Александр Чернобровкин - Чижик – пыжик
Мог бы добавить: и я с тобой.
— Правильно, давно пора жениться, — вставила его жена, подсовывая мне еще кусок пирога.
Зато дочке новость не понравилась. Она выскочила из-за стола и метнулась в свою комнату. Пусть поревет — жизнь покажется насыщенней. Я бы всех баб утешил, но хуем море не согреешь. Правда, стремиться к этому надо.
Пока Шлема звонил в свою забегаловку и давал бармену распоряжения о подготовке к круглому столу, я зашел в комнату к Свете. Она стояла лицом к окну и прижимала что-то к груди. Услышав шаги, положила это что-то на подоконник, обернулась. Нет, она не плакала. В лице было столько упрямства, что мне стало жаль Иришку. Я заглянул за спину Свете. На подоконнике сидел Чебурашка, тот самый. Уши потеряли упругость, обвисли, как яйца у старика, шерсть обтерлась, поредела, лишь глаза, круглые и большие, смотрели с прежним задором. Этими глазами Чебурашка напоминал свою хозяйку. Я обнял девочку, заставил привстать на цыпочки и поцеловал в губы, сначала неподатливые, твердые, но быстро разомлевшие. Теперь ей будет о чем вспоминать длинными девичьими ночами, водя наслюнявленным пальчиком по клитору.
В кафе «Светлана» мы со Шлемой приехали первыми. Зал был пуст, официант вытирал столы, а бармен накрывал на шесть персон в углу. Шлема подбежал к нему, что-то прошептал.
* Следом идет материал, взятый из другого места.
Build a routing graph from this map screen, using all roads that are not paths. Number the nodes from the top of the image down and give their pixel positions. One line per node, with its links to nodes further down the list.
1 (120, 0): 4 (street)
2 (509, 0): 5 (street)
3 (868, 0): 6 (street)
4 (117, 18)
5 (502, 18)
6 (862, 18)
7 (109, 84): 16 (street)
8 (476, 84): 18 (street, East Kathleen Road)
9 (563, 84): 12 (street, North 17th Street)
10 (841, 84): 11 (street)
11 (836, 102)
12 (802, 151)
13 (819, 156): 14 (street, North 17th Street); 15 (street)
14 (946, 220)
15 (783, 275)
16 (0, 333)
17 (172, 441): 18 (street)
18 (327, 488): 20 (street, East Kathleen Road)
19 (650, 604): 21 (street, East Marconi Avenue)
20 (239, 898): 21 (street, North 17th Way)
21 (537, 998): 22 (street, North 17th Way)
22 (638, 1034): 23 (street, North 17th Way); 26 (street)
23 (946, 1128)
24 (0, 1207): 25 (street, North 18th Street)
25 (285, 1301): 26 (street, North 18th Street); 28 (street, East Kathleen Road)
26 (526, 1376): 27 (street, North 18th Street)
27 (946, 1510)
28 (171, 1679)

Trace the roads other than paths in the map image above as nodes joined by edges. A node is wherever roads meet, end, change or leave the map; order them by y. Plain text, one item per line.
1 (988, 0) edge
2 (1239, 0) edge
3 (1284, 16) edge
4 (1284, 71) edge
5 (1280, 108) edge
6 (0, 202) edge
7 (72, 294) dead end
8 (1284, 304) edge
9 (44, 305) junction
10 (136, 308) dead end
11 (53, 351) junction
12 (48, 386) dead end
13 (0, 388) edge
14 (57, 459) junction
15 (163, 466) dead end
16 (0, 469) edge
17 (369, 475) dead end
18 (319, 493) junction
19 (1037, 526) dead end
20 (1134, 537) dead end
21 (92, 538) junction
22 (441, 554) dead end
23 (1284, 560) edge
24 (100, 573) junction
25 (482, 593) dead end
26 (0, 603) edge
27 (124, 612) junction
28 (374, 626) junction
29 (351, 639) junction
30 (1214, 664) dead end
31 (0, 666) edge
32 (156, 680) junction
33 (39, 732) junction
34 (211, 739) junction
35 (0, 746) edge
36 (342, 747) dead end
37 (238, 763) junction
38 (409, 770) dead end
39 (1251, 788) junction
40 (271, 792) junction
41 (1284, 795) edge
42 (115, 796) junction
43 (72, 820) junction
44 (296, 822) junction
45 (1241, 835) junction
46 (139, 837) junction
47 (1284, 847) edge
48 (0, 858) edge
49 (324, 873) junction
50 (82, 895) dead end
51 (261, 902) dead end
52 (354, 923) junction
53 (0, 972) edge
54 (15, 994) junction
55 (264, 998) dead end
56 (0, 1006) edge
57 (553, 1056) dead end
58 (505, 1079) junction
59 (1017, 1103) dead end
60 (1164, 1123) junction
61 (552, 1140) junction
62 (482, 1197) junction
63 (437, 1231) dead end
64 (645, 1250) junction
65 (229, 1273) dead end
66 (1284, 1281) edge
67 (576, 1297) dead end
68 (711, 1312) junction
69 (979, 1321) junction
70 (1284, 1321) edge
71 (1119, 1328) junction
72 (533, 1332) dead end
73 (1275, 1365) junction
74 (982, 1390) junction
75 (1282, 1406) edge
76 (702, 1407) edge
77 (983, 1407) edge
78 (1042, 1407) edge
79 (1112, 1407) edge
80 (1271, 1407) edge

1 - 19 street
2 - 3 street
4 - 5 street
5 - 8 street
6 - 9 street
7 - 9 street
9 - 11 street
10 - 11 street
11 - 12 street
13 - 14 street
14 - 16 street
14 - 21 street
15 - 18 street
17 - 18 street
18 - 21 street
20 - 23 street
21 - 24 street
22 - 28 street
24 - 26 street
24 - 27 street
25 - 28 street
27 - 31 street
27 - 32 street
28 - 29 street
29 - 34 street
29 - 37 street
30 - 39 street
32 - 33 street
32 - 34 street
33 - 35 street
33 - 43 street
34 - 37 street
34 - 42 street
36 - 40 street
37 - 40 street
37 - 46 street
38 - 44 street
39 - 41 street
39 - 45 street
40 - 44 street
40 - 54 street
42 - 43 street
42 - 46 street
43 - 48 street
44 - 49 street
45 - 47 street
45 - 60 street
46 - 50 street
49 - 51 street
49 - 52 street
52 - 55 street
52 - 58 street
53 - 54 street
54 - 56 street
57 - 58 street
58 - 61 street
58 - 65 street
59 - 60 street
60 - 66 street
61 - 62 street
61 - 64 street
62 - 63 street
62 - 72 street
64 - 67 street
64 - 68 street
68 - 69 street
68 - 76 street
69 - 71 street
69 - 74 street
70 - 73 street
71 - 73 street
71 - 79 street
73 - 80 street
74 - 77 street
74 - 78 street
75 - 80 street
Наверное, жалеет, что приказал выставить все самое лучшее, требует заменить на похуже.
Следующими прибыли Анохин и Снегирь. Последний задержался на пороге, оценивая ситуацию. Одет он был в костюм, который сидел на нем хуевато. Зачем он так вырядился, стало понятно, когда, поздоровавшись, он сел за стол и сморщился, начал поправлять что-то на поясе. Скорее всего, пушку.
— Ты бы пулемет взял, — шепотом подъебнул я.
Он засмущался и покосился на Анохина: слышал Сенсей или нет? Тот разглядывал заморский плакат на стене за стойкой, на котором была изображена симпатичная узкоглазая девочка, наверное, японка. У него теперь с такими девочками связаны самые приятные жизненные впечатления.
Следующими прибыли Вэка и Деркач. Они тоже тормознулись в дверях, но, увидев меня, расслабились. Вэка был коротко стриженный и потяжелевший, заматеревший. Такой в подручных у Деркача ходить не будет. Это мне он привык подчиняться, потому что я «пыжиковый» и умнее его. Вэка по традиции без предупреждения обменялся со мной ударами, а потом полез обниматься.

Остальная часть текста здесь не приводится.